__TASK OBJECTIVE__:
Would you filter these records and copy every line that has the word "lane"?

__MATERIALS PROVIDED__:
====================
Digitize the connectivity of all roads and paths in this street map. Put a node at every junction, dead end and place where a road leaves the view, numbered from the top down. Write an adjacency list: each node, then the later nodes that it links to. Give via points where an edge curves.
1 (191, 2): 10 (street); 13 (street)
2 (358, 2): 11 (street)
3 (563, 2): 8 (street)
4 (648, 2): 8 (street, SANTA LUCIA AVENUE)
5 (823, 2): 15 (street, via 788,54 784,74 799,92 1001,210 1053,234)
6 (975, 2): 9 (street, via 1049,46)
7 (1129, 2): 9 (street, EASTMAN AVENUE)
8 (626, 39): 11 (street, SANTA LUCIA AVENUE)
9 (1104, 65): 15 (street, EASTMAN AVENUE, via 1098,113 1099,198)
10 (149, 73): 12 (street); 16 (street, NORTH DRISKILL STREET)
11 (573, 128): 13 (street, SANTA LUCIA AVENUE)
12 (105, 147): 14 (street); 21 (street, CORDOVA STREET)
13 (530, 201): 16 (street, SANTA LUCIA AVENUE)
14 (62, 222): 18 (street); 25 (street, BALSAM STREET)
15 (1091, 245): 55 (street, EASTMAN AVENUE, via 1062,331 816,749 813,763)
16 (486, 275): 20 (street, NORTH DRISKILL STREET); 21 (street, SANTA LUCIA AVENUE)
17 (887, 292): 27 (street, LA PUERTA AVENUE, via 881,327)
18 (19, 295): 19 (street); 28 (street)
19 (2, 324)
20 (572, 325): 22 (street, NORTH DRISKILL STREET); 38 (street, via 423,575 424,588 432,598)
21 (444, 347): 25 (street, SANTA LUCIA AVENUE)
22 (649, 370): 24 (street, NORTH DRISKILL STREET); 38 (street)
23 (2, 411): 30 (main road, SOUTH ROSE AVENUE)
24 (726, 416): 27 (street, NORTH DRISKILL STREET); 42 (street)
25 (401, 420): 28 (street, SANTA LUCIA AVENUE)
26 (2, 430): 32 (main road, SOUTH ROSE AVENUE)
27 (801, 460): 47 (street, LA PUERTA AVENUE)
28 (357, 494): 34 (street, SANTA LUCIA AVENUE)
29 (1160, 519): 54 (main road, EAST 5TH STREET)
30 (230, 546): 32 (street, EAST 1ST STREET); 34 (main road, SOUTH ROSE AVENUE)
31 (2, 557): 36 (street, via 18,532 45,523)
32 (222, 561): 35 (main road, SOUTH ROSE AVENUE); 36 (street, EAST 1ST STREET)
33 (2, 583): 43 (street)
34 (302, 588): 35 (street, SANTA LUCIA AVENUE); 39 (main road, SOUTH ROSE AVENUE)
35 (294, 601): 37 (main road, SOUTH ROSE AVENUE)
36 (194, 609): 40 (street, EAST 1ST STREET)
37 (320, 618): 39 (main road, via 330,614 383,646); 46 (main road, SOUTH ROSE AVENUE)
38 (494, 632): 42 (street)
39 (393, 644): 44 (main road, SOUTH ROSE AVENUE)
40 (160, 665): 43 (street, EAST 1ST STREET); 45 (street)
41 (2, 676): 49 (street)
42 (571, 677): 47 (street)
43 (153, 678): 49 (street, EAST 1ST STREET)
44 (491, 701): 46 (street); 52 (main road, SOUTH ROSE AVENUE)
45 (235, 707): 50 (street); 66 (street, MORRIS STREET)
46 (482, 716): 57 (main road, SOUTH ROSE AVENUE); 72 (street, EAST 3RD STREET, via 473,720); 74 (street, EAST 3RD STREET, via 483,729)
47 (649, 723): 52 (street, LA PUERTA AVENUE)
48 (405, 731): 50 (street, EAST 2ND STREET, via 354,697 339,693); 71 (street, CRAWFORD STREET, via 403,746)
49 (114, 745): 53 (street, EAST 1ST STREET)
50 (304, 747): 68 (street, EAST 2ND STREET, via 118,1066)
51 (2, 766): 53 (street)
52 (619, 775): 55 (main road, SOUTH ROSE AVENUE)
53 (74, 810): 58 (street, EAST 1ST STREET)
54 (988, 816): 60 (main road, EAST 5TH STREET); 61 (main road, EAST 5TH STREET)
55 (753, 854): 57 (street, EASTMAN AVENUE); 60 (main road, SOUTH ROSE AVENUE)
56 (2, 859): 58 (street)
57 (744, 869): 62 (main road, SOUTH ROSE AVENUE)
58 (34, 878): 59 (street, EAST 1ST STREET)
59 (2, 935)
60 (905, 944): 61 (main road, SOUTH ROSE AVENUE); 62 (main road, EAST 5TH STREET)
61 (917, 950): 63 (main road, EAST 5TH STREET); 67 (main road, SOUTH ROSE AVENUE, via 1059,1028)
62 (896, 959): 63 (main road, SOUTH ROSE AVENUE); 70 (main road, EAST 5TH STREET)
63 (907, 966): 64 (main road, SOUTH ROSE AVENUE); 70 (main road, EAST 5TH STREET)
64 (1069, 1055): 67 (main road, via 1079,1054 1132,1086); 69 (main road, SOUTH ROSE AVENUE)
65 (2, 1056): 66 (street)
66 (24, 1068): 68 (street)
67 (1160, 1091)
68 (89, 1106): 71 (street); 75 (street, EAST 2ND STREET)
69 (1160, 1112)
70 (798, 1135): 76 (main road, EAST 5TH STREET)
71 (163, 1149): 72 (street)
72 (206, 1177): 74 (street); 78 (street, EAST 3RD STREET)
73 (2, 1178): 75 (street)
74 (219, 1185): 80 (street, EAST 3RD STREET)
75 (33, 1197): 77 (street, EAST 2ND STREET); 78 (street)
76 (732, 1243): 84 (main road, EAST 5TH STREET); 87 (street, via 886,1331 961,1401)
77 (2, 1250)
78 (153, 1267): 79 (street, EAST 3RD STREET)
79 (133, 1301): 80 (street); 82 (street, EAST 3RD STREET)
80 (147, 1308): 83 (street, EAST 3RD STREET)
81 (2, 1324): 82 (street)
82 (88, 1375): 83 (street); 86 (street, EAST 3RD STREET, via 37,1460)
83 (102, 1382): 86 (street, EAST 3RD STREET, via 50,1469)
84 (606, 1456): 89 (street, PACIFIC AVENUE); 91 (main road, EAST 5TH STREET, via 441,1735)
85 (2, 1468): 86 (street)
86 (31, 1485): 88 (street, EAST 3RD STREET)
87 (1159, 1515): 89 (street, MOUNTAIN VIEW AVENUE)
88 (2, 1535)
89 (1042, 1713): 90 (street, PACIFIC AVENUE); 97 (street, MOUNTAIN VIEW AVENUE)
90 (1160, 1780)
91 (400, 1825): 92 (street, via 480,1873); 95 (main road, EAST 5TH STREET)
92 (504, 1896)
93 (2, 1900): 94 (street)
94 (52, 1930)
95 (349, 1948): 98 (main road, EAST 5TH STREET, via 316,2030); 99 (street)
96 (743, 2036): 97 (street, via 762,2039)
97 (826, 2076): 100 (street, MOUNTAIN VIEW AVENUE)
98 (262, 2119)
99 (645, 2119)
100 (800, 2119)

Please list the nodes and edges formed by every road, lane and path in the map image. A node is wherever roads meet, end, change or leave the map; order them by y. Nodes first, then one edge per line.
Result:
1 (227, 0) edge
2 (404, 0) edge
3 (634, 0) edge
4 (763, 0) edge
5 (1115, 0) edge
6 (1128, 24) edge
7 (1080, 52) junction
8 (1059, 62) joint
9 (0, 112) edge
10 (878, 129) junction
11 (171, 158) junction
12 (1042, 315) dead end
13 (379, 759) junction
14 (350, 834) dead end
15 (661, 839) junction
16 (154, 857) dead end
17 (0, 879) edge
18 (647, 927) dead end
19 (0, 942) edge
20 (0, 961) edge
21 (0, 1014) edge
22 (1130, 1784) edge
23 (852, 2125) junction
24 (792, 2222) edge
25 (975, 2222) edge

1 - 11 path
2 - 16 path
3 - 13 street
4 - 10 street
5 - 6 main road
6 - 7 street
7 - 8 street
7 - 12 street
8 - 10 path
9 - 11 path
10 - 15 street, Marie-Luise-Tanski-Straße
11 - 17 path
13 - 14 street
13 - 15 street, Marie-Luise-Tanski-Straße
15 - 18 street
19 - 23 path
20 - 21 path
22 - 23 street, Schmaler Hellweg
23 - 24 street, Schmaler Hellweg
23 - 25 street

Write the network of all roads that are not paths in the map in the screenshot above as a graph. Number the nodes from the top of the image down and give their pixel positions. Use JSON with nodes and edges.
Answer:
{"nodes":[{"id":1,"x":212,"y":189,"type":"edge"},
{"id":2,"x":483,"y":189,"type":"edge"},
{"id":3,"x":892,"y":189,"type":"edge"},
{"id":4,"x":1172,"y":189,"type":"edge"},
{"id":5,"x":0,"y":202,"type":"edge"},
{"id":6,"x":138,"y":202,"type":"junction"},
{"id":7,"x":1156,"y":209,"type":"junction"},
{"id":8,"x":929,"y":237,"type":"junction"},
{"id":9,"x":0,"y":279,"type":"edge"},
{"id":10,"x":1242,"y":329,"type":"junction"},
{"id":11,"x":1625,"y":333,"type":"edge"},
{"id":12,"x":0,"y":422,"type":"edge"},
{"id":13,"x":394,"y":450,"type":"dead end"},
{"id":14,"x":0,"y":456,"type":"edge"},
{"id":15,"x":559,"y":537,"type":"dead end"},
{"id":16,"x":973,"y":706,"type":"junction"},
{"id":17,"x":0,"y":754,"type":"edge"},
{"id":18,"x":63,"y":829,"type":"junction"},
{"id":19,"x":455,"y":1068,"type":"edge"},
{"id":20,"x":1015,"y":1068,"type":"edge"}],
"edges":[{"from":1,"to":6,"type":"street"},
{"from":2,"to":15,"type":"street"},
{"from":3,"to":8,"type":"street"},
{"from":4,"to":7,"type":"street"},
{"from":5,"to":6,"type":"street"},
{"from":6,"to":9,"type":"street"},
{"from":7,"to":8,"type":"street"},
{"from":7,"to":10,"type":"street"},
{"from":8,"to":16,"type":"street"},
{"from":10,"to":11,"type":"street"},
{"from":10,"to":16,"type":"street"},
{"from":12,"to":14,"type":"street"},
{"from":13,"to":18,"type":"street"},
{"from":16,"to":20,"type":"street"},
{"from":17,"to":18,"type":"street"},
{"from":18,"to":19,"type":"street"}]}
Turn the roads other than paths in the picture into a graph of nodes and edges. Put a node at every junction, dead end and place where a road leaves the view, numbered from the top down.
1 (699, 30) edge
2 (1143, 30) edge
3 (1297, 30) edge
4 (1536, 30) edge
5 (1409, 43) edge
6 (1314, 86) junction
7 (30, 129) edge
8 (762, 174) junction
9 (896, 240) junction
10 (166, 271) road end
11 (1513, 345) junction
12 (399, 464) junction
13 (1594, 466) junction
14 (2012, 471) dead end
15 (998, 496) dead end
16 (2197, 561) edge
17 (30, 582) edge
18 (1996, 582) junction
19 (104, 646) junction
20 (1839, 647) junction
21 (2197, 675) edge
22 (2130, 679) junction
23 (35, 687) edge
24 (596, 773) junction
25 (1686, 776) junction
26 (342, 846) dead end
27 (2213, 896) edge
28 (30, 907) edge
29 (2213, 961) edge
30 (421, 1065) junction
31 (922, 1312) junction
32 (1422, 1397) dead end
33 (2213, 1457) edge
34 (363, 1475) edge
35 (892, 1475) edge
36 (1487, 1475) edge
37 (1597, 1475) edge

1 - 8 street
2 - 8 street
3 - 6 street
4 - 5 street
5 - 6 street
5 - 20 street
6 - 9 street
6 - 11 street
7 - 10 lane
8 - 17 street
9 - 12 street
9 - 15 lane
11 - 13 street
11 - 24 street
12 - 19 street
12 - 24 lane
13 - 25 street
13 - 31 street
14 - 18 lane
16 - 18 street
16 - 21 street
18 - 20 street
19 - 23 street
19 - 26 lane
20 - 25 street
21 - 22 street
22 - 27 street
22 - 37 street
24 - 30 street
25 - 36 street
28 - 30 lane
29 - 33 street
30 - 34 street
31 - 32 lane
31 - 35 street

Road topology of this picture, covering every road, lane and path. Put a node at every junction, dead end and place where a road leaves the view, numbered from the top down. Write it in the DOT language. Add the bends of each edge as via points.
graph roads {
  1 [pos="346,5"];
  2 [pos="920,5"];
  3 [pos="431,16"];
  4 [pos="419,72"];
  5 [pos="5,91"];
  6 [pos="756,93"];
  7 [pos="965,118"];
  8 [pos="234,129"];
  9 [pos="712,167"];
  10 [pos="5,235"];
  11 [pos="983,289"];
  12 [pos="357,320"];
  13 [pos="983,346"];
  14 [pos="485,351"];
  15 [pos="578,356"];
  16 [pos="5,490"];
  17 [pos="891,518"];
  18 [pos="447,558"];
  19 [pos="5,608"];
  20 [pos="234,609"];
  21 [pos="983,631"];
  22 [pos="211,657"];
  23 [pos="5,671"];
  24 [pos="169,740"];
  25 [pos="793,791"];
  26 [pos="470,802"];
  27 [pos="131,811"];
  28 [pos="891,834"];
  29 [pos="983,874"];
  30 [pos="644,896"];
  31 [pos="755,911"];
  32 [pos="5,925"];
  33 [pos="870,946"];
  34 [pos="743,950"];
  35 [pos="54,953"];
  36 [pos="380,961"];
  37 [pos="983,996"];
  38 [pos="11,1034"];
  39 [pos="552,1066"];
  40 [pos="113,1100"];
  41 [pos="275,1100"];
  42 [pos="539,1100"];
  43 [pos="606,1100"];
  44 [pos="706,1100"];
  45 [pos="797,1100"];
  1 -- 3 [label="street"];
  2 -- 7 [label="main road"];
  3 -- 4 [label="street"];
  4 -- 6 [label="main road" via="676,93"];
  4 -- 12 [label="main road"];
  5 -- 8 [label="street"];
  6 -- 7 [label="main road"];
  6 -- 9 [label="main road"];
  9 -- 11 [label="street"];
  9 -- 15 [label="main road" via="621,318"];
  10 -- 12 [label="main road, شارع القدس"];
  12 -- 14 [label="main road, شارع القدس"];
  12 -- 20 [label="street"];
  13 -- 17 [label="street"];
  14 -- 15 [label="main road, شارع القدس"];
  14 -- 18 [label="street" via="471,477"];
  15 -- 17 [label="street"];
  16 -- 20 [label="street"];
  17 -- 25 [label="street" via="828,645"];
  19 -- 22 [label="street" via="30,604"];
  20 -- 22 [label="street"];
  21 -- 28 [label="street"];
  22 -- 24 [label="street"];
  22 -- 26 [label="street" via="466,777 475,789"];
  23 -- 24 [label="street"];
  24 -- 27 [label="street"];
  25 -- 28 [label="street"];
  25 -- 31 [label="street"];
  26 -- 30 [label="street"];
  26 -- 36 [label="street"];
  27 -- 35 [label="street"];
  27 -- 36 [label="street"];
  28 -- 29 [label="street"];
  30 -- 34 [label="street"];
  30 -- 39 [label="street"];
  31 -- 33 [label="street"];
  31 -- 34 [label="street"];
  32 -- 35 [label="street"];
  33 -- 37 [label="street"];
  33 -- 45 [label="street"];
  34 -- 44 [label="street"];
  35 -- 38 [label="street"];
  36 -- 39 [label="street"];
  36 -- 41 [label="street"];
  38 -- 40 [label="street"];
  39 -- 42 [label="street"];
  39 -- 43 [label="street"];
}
====================
__RESULT OF THIS EXERCISE__:
Please list the nodes and edges formed by every road, lane and path in the map image. A node is wherever roads meet, end, change or leave the map; order them by y. Nodes first, then one edge per line.
7 - 10 lane
9 - 15 lane
12 - 24 lane
14 - 18 lane
19 - 26 lane
28 - 30 lane
31 - 32 lane
Road topology of this picture, covering every road, lane and path. Put a node at every junction, dead end and place where a road leaves the view, numbered from the top down. Write it in the DOT language. Add the bends of each edge as via points.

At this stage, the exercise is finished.